I am trying to conduct a multilevel analysis of data from PISA 2018 survey but I am not quite sure how to proceed with the formulation of my model. The data I am using could be downloaded from: https://www.oecd.org/pisa/data/2018database/ . The idea is to have students Mathematics scores as dependent variable in one regression and then Reading scores in another regression. Both of these will be regressed on variables at the student level such as gender, socio-economic status etc. as level-1 explanatory variables and variables at the school level (level-2) such as school size, whether the school is private or public and so on. The set-up for my data is the following:
library(intsvy)
pisa = pisa.select.merge(folder = file.path("YourDirectory"),
student.file="CY07_MSU_STU_QQQ.sav",
school.file="CY07_MSU_SCH_QQQ.sav",
student = c("ST004D01T", "ESCS", "IMMIG"),
school = c("SCHLTYPE", "SCHSIZE", "STRATIO", "EDUSHORT", "STAFFSHORT"),
countries = c("BEL", "CZE", "DNK", "ESP", "FRA", "GBR", "GRC", "HUN","ITA",
"LTU", "NLD", "NOR", "POL", "SVK", "SVN"))
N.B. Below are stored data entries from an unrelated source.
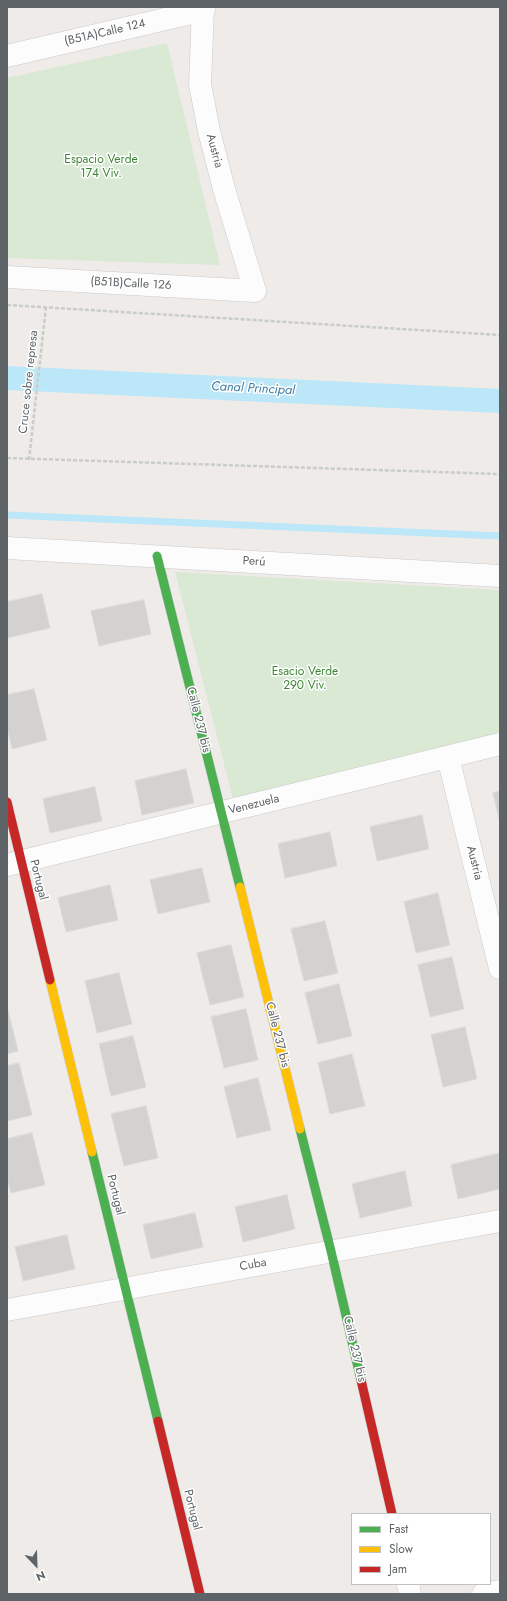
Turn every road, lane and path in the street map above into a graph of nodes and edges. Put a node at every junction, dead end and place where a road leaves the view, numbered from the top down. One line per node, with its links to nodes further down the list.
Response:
1 (203, 8): 2 (street, (B51A)Calle 124); 4 (street, Austria)
2 (7, 56)
3 (7, 277): 4 (street, (B51B)Calle 126)
4 (255, 292)
5 (7, 305): 6 (path)
6 (46, 307): 7 (path); 9 (path, Cruce sobre represa)
7 (500, 335)
8 (7, 458): 9 (path)
9 (29, 460): 10 (path)
10 (500, 474)
11 (7, 548): 12 (street, Perú)
12 (157, 556): 13 (street, Perú); 17 (street, Calle 237 bis)
13 (500, 576)
14 (500, 744): 15 (street, Venezuela)
15 (448, 757): 17 (street, Venezuela); 19 (street, Austria)
16 (7, 802): 18 (street, Portugal)
17 (222, 813): 18 (street, Venezuela); 21 (street, Calle 237 bis)
18 (14, 863): 22 (street, Portugal)
19 (500, 968)
20 (500, 1221): 21 (street, Cuba)
21 (331, 1251): 22 (street, Cuba); 24 (street, Calle 237 bis)
22 (126, 1288): 23 (street, Cuba); 26 (street, Portugal)
23 (7, 1310)
24 (392, 1513)
25 (500, 1591): 27 (street)
26 (200, 1594)
27 (483, 1594)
pisa$CNTRYID = as.factor(pisa$CNTRYID)
pisa$CNTRYID = revalue(pisa$CNTRYID, c("56" = "Belgium", "203" = "Czech Republic", "208" = "Denmark", "724" = "Spain",
"250" = "France", "826" = "United Kingdom", "300" = "Greece", "348" = "Hungary",
"380" = "Italy", "440" = "Lithuania", "528" = "Netherlands", "578" = "Norway",
"616" = "Poland", "703" = "Slovak Republic", "705" = "Slovenia"))
I would like to use the "lme4" package for my analysis. The problem I'm facing is that I have an idea of how my regression should probably look like, I will give an illustrative example with the null model and "lme4" and "lmerTest" package:
library(lme4)
library(lmerTest)
reg = lmer(MathScores ~ 1 + (1|studentid) + (1|schoolid)
but I don't which variable to put for MathScores. This is because in the data there are 10 plausible values (PV) for Math and Read each in a different column: PV1MATH, PV2MATH ... PV10MATH and the same for READ, so I am not sure whether I have to take the mean or if I have to do something else. Maybe you can have a look here: https://www.r-bloggers.com/sampling-weights-and-multilevel-modeling-in-r/ ,where I found a similar analysis of what I would like to do. In the link I provided, the author uses PV1MATH as dependent variable, however, I did not find any reasoning why this particular PV.
I would appreciate any help that could lead me to the right direction and if there is some more information that I have not provided feel free to let me know and I will do my best to provide it. Thank you in advance!
P.S. I have tried asking in StackOverflow but I was told that this is a more statistical question so that is why I am posting it here.